*YOUR GOAL*: Return the listing exactly as it appears, but strip out the images.
=== Begin Enclosure ===
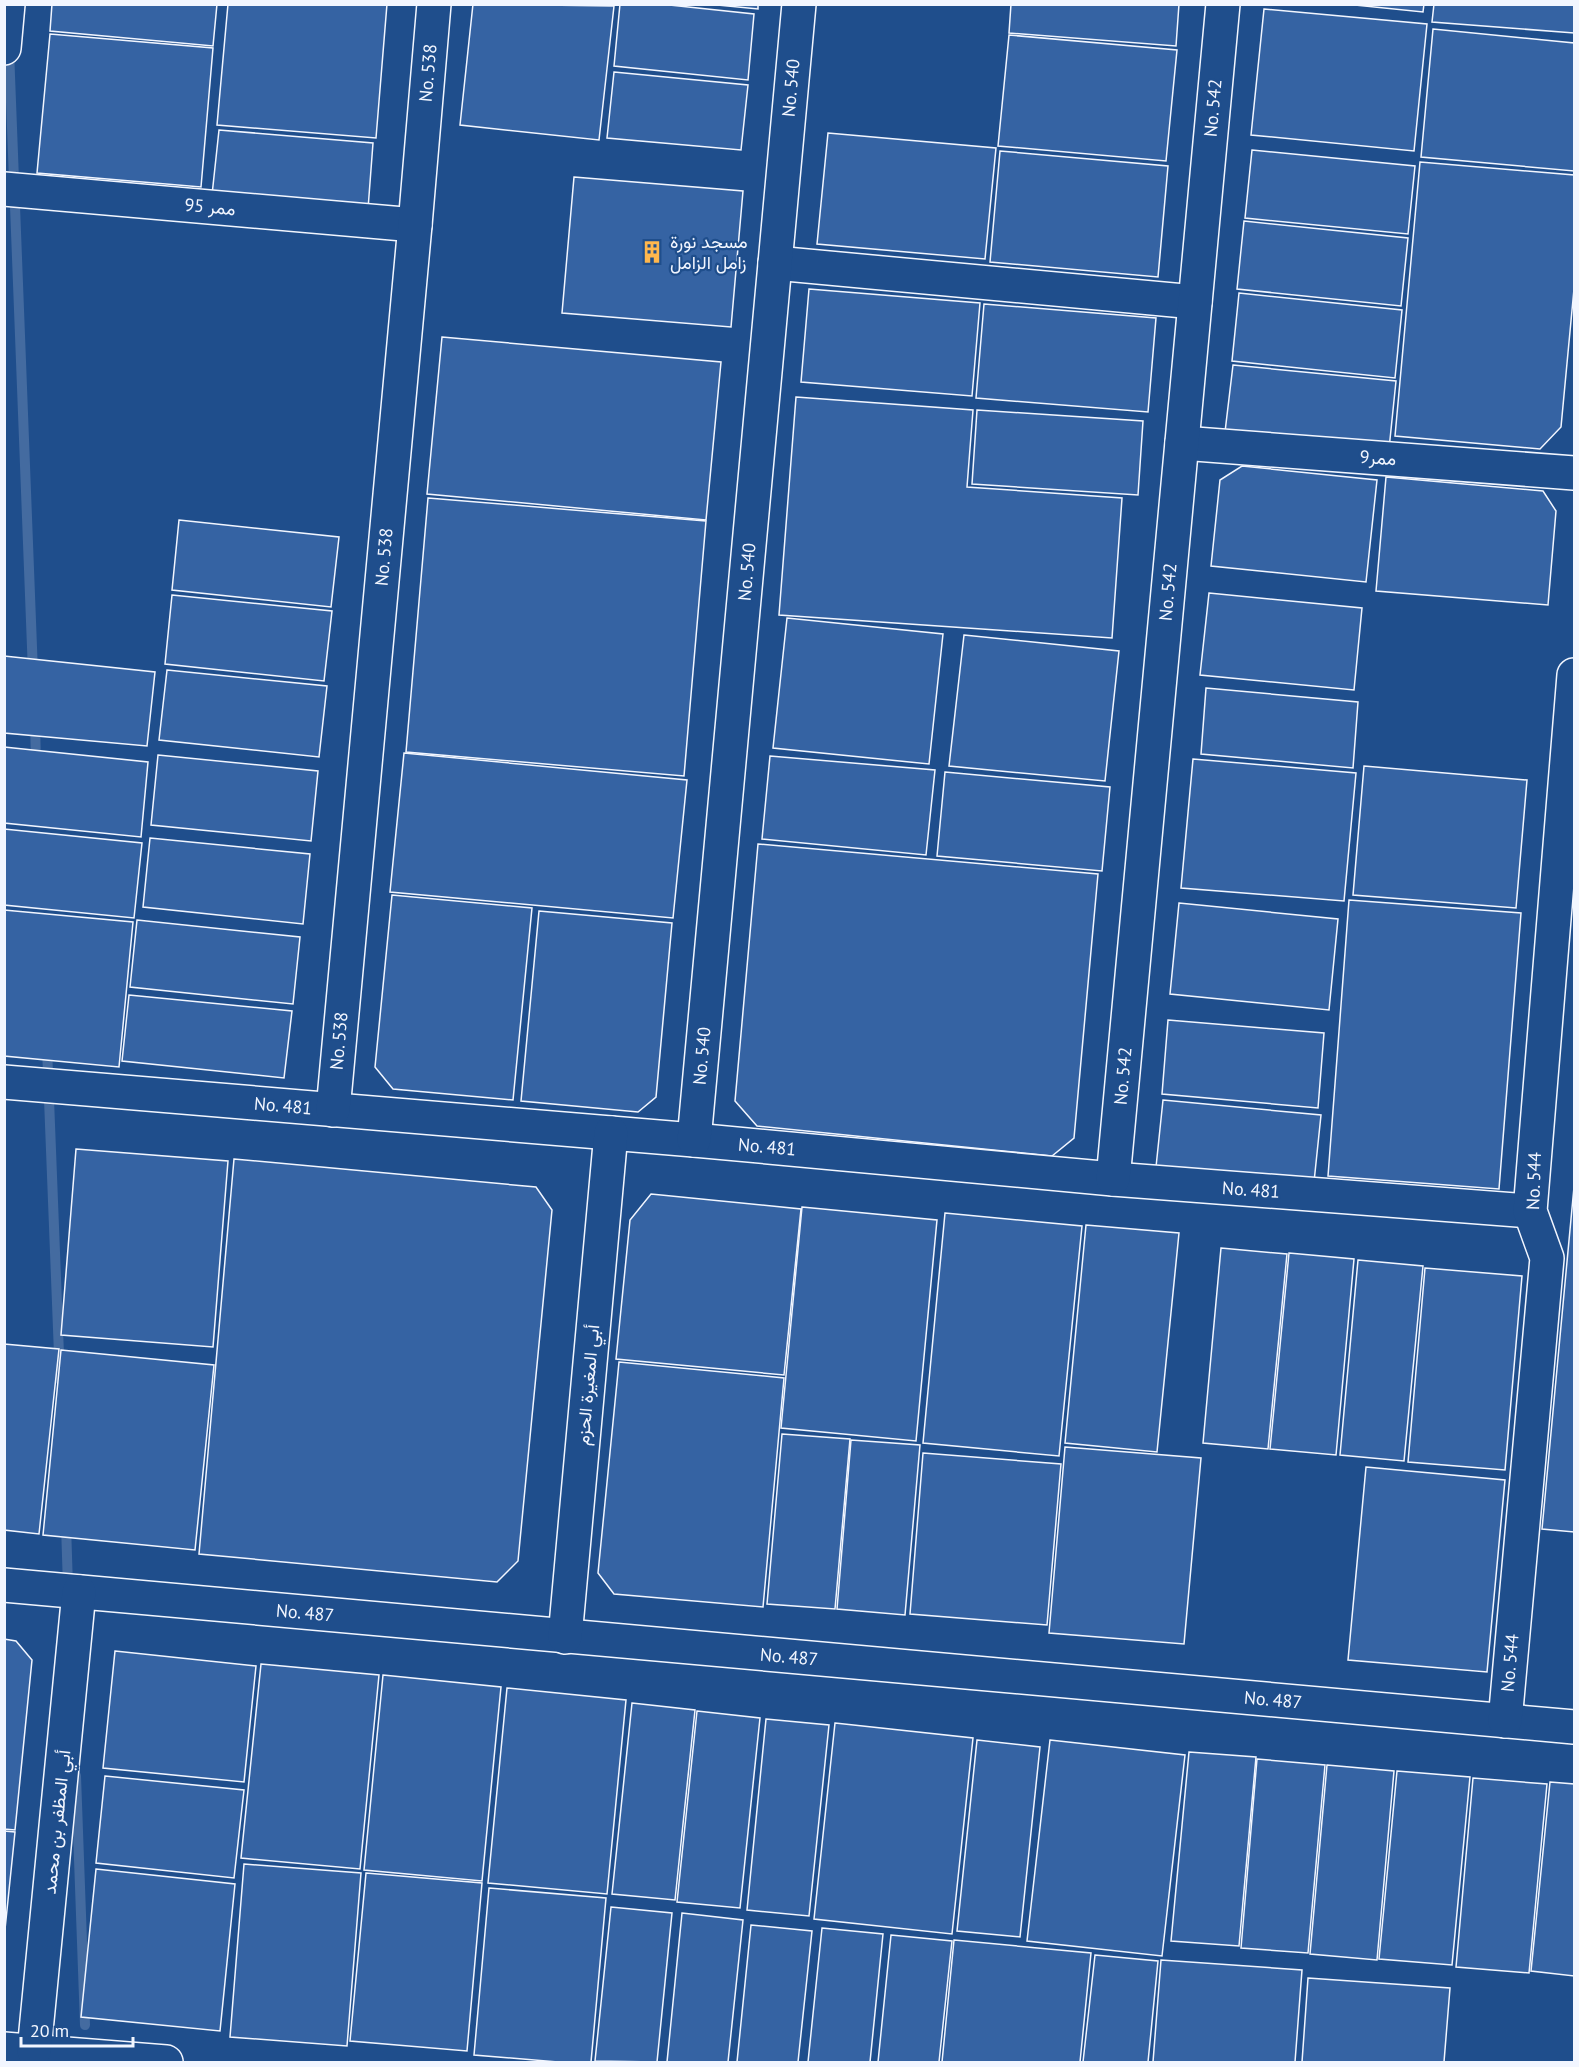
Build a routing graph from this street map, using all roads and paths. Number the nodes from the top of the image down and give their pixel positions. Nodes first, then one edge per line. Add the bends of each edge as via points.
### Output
1 (9, 4) edge
2 (434, 4) edge
3 (799, 4) edge
4 (1223, 4) edge
5 (4, 48) edge
6 (4, 189) edge
7 (416, 225) junction
8 (775, 263) junction
9 (1195, 302) junction
10 (1182, 443) junction
11 (1575, 473) edge
12 (1575, 675) edge
13 (4, 1082) edge
14 (333, 1110) junction
15 (611, 1133) junction
16 (694, 1140) junction
17 (1113, 1179) junction
18 (1530, 1211) junction
19 (4, 1585) edge
20 (79, 1592) junction
21 (565, 1637) junction
22 (1505, 1721) junction
23 (1575, 1727) edge
24 (19, 2050) edge
25 (166, 2062) edge

1 - 5 street
2 - 7 street, No. 538
3 - 8 street, No. 540
4 - 9 street, No. 542
6 - 7 street, ممر 95
7 - 14 street, No. 538
8 - 9 street
8 - 16 street, No. 540
9 - 10 street, No. 542
10 - 11 street, ممر9
10 - 17 street, No. 542
12 - 18 street, No. 544
13 - 14 street, No. 481
14 - 15 street, No. 481
15 - 16 street, No. 481
15 - 21 street, أبي المغيرة الحزم
16 - 17 street, No. 481
17 - 18 street, No. 481
18 - 22 street, No. 544 via 1547,1258
19 - 20 street, No. 487
20 - 21 street, No. 487
20 - 24 street, أبي المظفر بن محمد
21 - 22 street, No. 487
22 - 23 street, No. 487
24 - 25 street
=== End Enclosure ===
*THE ANSWER*:
Build a routing graph from this street map, using all roads and paths. Number the nodes from the top of the image down and give their pixel positions. Nodes first, then one edge per line. Add the bends of each edge as via points.
### Output
1 (9, 4) edge
2 (434, 4) edge
3 (799, 4) edge
4 (1223, 4) edge
5 (4, 48) edge
6 (4, 189) edge
7 (416, 225) junction
8 (775, 263) junction
9 (1195, 302) junction
10 (1182, 443) junction
11 (1575, 473) edge
12 (1575, 675) edge
13 (4, 1082) edge
14 (333, 1110) junction
15 (611, 1133) junction
16 (694, 1140) junction
17 (1113, 1179) junction
18 (1530, 1211) junction
19 (4, 1585) edge
20 (79, 1592) junction
21 (565, 1637) junction
22 (1505, 1721) junction
23 (1575, 1727) edge
24 (19, 2050) edge
25 (166, 2062) edge

1 - 5 street
2 - 7 street, No. 538
3 - 8 street, No. 540
4 - 9 street, No. 542
6 - 7 street, ممر 95
7 - 14 street, No. 538
8 - 9 street
8 - 16 street, No. 540
9 - 10 street, No. 542
10 - 11 street, ممر9
10 - 17 street, No. 542
12 - 18 street, No. 544
13 - 14 street, No. 481
14 - 15 street, No. 481
15 - 16 street, No. 481
15 - 21 street, أبي المغيرة الحزم
16 - 17 street, No. 481
17 - 18 street, No. 481
18 - 22 street, No. 544 via 1547,1258
19 - 20 street, No. 487
20 - 21 street, No. 487
20 - 24 street, أبي المظفر بن محمد
21 - 22 street, No. 487
22 - 23 street, No. 487
24 - 25 street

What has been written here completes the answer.